Mamta Child Factory: A Human Story in the Debate Around Surrogacy
Digital Desk
Hindi films have seldom explored surrogacy beyond emotional surfaces. Mamta Child Factory, written and directed by Mohsin Khan and produced by David Nadar, enters this space with an approach that blends sensitivity with social friction, without turning the subject into a public lecture. The film runs for 2 hours 5 minutes, was released on 10 December 2025, and is currently streaming on Ultra Play OTT.
Set in a small Maharashtrian town, the story tracks an unlikely trio of narrative energies—local humour, medical reform, and political hesitation. Bhau (Prathamesh Parab) and Chochya (Prithvik Pratap), two easy-going property brokers, become accidental participants in a larger community churn when Dr. Amruta Deshmukh (Ankita Lande) arrives with a plan to open a fertility clinic. Her medical perspective collides with inherited stigma, triggering suspicion, gossip, and organised resistance. The film captures this clash not as a debate, but as lived reality—messy, emotional, and often unfair.

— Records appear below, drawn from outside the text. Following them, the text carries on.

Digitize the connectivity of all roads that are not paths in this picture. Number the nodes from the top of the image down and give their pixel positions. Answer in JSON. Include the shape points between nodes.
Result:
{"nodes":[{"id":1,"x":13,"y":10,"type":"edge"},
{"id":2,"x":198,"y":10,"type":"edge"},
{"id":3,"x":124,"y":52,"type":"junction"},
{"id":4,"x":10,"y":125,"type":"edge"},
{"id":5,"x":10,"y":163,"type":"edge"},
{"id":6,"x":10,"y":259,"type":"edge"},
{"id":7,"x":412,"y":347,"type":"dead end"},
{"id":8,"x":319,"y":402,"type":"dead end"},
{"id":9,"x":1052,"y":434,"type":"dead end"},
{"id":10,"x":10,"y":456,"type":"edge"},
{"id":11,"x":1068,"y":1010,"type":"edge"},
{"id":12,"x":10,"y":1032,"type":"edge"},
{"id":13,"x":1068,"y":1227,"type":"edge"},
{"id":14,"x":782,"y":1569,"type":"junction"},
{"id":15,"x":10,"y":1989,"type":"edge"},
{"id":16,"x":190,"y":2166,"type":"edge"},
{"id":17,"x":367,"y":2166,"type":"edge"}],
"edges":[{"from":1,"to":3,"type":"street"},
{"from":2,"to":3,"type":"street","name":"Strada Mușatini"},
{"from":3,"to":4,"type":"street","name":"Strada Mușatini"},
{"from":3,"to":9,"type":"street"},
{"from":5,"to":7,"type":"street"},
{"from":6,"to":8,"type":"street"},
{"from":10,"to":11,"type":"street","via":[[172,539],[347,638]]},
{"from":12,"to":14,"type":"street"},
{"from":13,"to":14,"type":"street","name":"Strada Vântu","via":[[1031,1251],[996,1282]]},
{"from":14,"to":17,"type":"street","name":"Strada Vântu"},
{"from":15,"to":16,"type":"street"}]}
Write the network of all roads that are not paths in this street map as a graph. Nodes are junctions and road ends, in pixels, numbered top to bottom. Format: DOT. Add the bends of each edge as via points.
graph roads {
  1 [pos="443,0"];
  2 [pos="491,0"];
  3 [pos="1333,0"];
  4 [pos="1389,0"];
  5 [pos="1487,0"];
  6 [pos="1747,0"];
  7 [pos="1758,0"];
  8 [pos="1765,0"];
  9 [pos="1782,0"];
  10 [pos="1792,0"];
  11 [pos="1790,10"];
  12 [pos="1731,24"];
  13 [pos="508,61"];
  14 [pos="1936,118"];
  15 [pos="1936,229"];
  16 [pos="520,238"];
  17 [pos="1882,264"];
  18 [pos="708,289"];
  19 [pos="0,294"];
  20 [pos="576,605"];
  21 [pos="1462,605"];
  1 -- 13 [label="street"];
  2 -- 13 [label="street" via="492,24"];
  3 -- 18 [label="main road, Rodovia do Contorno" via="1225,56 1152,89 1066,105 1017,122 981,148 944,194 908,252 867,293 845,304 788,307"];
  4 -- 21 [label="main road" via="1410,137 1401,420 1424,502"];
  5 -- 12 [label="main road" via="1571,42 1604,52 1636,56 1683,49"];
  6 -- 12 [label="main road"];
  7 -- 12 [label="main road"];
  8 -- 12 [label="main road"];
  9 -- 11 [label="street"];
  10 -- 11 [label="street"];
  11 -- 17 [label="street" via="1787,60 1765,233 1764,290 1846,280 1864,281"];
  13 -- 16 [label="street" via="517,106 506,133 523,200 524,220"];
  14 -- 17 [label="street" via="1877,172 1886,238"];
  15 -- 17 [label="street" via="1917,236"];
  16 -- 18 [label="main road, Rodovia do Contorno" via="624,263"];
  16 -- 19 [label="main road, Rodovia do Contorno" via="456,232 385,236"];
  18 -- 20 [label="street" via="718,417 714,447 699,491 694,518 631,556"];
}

Khan’s script places women at the centre of the conflict. Their decisions around surrogacy are framed within economic necessity, personal agency, and the heavy cost of social judgment. The tension heightens when MLA Sanjay Tatya Bhosale (Ganesh Yadav) privately considers surrogacy for his own household, adding political optics, secrecy, and personal contradiction to the storyline. The film consistently shows how public morality often changes tone when tested at home.
Performances
Prathamesh Parab leads with natural ease, carrying humour and emotional weight without tonal disruption.
Ankita Lande delivers a controlled, thoughtful performance, shaping Dr. Amruta as firm but not formulaic.
Ganesh Yadav plays the MLA with calibrated duality—authoritative in public, conflicted in private.
Prithvik Pratap keeps the comic moments believable rather than caricatured.
Supporting actors Sujata Mogal and Vijay Patwardhan give texture to the town’s social environment, making it feel observed, not staged.
Writing & Direction
The film’s first half is paced like a small-town chronicle, letting characters establish themselves before the conflict arrives. The second half shifts into moral and personal dilemmas, handled effectively though the climax tilts more toward domestic drama than issue-led resolution. Still, the emotional stakes remain intact, largely due to the performances and the film’s refusal to oversimplify its subject.
Overall
With a 3.5/5 rating, Mamta Child Factory works less as a subject explainer and more as a character study of belief, pressure, choice, and contradiction. It opens a conversation around surrogacy, not by selling a stance, but by showing the cost of having one.
A socially relevant drama that uses humour and politics as context, but keeps human choice as its headline.